Glad they are settling in anyways....these really are very nice quality shrimps this time around.


----------



## ShrimpieLove (Apr 26, 2010)

Ya im not too worried about it for now, im just glad im keeping them alive hehe  i love their looks, even the b/c grade one is nice with all the red on him its a nice pattern  the hinos are awesome though  thanks again Anna!


----------



## RoryM (May 7, 2010)

If the b/c grade mates with a s/s+ grade crs, the resulting offspring will have more lower grades then if it had mated with an equivalent s/s+.


----------



## camboy012406 (Jun 11, 2010)

how about your blueTigers what ph you kept them?


----------



## ShrimpieLove (Apr 26, 2010)

RoryM said:


> If the b/c grade mates with a s/s+ grade crs, the resulting offspring will have more lower grades then if it had mated with an equivalent s/s+.


Thanks rory! Lol looks like somehow ill have to find a space for another tank in the future


----------



## ShrimpieLove (Apr 26, 2010)

camboy012406 said:


> how about your blueTigers what ph you kept them?

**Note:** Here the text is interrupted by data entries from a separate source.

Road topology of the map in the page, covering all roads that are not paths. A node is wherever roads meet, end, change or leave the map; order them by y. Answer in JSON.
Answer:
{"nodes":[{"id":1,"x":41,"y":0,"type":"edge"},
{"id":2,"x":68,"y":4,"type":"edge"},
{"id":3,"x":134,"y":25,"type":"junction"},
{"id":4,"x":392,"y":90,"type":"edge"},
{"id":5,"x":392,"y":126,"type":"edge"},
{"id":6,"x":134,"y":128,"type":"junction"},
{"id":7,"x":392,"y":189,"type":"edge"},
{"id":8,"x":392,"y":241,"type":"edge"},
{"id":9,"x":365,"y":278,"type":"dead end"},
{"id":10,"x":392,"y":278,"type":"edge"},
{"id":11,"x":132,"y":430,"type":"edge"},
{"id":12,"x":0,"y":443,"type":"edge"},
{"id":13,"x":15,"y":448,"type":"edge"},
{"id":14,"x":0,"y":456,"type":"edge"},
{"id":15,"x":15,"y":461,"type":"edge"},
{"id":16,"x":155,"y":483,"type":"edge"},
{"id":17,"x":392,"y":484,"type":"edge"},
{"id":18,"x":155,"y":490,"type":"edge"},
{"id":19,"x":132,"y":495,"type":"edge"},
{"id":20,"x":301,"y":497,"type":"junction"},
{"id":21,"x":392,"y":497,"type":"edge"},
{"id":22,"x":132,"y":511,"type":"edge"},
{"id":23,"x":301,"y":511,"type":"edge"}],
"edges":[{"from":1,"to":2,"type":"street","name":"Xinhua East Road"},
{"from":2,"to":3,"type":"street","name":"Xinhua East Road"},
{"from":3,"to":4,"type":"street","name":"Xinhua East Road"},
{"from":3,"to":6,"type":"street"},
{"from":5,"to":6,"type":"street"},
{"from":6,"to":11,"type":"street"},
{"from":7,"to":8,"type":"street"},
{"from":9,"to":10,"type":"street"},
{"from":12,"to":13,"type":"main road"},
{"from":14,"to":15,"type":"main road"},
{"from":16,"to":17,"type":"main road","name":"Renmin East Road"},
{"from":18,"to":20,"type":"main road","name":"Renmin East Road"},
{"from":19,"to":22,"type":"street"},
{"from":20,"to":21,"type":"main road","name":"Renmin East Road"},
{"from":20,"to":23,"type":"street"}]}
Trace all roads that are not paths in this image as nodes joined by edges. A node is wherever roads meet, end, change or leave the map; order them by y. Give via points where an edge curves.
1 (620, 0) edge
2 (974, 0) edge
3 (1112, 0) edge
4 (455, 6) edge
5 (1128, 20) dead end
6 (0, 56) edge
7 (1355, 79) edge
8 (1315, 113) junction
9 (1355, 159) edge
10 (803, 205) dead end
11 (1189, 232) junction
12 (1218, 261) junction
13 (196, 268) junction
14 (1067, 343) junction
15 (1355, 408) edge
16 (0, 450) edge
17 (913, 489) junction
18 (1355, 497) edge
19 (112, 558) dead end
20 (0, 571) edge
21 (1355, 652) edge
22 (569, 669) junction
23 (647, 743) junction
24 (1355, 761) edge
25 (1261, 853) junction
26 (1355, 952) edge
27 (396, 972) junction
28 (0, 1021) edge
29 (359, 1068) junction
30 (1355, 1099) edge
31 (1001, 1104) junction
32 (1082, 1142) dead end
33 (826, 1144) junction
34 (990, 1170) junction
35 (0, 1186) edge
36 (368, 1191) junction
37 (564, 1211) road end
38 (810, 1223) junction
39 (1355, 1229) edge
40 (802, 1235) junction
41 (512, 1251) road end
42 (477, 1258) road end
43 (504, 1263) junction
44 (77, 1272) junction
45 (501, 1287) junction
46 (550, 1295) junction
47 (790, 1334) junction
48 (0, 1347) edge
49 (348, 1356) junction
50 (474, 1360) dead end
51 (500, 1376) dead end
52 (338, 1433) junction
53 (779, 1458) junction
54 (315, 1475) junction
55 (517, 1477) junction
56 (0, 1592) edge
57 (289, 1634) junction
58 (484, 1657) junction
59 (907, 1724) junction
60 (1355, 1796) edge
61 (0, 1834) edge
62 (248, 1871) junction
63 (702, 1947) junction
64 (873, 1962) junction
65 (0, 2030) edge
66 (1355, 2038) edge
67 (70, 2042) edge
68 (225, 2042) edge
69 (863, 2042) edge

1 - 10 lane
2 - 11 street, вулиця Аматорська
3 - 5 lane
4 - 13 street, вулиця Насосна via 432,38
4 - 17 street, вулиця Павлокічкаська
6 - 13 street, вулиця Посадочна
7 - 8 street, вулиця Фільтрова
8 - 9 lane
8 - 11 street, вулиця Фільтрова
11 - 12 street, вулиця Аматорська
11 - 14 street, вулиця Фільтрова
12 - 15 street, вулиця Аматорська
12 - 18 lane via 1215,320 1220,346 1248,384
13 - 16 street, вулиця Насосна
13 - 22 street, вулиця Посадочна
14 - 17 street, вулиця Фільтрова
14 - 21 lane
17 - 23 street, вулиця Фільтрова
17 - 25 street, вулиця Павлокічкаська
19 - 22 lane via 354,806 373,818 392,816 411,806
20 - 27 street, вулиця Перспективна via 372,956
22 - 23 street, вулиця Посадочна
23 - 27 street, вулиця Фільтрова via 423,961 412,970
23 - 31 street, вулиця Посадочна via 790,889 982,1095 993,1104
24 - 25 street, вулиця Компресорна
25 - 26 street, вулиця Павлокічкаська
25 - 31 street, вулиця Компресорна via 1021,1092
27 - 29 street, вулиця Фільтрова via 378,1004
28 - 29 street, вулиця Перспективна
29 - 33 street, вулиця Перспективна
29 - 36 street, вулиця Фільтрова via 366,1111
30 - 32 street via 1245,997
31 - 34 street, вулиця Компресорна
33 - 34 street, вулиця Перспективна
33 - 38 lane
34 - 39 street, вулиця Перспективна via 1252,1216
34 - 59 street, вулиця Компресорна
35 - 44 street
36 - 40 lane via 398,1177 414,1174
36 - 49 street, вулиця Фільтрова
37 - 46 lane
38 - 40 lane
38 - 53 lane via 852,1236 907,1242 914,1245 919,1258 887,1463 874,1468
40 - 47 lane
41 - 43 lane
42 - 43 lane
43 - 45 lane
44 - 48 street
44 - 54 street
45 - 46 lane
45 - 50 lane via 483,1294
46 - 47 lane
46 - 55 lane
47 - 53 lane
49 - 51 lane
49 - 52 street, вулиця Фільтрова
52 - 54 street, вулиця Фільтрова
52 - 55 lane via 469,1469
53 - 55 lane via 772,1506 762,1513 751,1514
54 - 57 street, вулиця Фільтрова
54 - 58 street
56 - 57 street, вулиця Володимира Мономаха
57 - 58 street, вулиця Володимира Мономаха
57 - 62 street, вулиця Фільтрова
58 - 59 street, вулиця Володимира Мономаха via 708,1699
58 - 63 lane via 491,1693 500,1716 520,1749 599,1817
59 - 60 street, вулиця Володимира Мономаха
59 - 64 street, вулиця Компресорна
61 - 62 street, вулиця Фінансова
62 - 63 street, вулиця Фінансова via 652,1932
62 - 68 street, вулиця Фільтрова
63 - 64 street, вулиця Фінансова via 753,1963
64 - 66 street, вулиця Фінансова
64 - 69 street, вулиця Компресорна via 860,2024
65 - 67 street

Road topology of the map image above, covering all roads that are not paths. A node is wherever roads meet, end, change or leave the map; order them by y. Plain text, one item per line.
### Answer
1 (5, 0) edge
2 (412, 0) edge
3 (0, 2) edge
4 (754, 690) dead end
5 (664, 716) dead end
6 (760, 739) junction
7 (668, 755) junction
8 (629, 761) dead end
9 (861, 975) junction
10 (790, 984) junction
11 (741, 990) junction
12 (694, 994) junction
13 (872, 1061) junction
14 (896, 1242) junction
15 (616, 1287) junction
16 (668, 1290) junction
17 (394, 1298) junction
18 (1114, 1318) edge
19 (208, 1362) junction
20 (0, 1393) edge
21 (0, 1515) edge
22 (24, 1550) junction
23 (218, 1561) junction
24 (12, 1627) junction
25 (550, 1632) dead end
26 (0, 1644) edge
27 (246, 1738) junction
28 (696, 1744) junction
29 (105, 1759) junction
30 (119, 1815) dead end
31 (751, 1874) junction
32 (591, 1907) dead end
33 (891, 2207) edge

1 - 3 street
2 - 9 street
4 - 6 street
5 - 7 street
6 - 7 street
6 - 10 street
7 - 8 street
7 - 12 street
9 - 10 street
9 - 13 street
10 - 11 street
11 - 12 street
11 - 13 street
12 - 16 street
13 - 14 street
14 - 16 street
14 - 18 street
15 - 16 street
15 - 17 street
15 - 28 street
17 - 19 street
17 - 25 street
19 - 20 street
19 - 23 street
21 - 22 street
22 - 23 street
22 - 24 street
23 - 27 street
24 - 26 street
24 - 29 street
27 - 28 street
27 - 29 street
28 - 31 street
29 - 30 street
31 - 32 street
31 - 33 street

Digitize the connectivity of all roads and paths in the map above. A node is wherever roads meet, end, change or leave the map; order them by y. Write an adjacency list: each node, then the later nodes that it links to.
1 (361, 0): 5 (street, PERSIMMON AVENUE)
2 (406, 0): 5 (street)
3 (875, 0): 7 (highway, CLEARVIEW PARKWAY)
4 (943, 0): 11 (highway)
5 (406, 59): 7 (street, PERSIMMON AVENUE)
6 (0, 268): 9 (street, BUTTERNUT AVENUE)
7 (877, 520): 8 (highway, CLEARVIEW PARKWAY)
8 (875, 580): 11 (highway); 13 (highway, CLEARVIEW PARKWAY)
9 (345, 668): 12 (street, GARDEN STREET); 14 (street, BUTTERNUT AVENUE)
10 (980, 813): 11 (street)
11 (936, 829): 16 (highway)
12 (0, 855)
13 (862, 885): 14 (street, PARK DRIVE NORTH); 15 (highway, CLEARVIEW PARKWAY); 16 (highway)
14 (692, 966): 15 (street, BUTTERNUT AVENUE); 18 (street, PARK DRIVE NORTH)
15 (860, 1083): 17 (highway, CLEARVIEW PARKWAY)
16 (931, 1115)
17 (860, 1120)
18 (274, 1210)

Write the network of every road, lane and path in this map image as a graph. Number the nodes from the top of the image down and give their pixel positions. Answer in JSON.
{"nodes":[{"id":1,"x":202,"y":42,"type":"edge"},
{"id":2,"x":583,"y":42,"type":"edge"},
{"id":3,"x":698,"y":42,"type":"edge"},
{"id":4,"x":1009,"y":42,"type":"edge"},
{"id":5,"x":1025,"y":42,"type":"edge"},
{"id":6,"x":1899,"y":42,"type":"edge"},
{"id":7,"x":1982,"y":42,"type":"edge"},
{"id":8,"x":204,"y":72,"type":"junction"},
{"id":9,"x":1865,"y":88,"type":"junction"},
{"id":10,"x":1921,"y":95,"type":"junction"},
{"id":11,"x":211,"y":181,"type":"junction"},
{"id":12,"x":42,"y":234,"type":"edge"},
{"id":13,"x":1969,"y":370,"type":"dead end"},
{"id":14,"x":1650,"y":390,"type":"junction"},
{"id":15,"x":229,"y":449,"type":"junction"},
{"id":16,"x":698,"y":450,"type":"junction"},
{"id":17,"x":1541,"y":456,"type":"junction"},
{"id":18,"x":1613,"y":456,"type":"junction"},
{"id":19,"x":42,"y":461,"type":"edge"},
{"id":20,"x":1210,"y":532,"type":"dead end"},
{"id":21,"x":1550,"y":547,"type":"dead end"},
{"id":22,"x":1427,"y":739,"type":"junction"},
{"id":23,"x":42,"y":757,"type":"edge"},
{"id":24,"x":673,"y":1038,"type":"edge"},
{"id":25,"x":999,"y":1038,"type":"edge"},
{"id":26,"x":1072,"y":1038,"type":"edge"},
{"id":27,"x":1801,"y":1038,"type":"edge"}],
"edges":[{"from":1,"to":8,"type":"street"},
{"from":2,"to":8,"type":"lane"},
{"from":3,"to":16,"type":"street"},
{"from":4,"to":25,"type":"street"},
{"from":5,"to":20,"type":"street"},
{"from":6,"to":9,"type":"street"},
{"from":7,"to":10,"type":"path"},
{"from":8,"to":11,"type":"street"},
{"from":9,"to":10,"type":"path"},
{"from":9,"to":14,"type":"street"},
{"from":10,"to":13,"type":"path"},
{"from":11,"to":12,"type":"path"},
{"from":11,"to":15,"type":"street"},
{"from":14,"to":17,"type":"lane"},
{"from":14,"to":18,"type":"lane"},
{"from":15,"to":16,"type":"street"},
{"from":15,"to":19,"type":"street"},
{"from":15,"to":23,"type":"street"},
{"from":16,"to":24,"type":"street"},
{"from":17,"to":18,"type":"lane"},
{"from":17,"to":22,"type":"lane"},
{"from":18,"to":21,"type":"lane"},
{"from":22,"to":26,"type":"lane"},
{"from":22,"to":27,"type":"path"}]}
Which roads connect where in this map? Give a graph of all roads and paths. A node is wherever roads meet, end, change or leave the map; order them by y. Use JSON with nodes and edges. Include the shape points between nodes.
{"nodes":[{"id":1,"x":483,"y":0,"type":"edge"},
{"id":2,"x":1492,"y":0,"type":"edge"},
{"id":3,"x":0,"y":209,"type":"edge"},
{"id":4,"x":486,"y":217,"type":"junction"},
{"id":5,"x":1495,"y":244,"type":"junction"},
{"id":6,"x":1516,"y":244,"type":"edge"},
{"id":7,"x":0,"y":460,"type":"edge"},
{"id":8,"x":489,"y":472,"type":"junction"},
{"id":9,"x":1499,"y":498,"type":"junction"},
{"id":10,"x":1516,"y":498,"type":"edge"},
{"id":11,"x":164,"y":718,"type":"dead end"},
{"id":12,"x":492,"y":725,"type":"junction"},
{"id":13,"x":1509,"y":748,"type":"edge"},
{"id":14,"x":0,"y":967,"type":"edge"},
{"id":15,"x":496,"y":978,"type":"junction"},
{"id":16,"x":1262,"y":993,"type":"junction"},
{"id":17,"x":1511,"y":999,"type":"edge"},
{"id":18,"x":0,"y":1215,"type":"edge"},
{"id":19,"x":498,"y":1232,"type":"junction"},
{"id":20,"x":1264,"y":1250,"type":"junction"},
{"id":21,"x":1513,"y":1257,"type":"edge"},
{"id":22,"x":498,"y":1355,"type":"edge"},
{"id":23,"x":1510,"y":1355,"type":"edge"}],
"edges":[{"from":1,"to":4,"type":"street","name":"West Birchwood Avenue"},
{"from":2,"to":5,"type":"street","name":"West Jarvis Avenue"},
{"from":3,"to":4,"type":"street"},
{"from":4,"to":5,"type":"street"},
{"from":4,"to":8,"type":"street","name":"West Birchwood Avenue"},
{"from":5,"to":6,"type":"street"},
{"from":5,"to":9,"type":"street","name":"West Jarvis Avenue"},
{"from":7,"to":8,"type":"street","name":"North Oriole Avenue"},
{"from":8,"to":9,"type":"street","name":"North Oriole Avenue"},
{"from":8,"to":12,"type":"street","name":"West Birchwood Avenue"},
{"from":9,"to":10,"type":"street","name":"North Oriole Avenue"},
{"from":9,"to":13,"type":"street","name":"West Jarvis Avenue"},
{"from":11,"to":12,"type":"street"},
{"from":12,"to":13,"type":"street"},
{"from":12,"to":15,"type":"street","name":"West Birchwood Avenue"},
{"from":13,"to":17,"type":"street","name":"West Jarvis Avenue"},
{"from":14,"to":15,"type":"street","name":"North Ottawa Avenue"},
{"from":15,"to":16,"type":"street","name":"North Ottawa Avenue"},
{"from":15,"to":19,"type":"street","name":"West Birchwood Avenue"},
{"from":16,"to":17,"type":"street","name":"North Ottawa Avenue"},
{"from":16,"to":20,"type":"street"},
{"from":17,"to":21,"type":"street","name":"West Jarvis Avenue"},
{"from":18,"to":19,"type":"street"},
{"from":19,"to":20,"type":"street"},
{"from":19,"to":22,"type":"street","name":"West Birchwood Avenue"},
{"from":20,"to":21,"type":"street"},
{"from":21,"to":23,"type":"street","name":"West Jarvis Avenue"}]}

My OEBTs are in ph 7.6 , kh 4-5 and gh around 8, i only use prime water conditioner in tap water and let it sit in a bucket for a day or two, tben add to my tank twice a week water changes. The temp is around 23c/74f. Lots of little babies in there today


----------



## camboy012406 (Jun 11, 2010)

my crs had babies in ph 7.6 before unfornately after 1-2weeks they are all gone. hope all your babies will survive


----------



## ShrimpieLove (Apr 26, 2010)

The OEBT babies seem to b doing good camboy- i can see 4 babies that were born on christmas day, and there are more tiny babies now that were born this week also  guess they like ph 7.6


----------



## bettaforu (Sep 6, 2009)

Sabrina, tigers prefer the higher PH than CRS do. They were raised in 7.6 water so are quite comfortable in that range....lower may make them a bit uncomfortable...not that they won't survive in it, but they will breed better in the 7.6 range.

CRS however might not, depends on lots of things, GH, KH, etc. Best to keep them separate anyway.


----------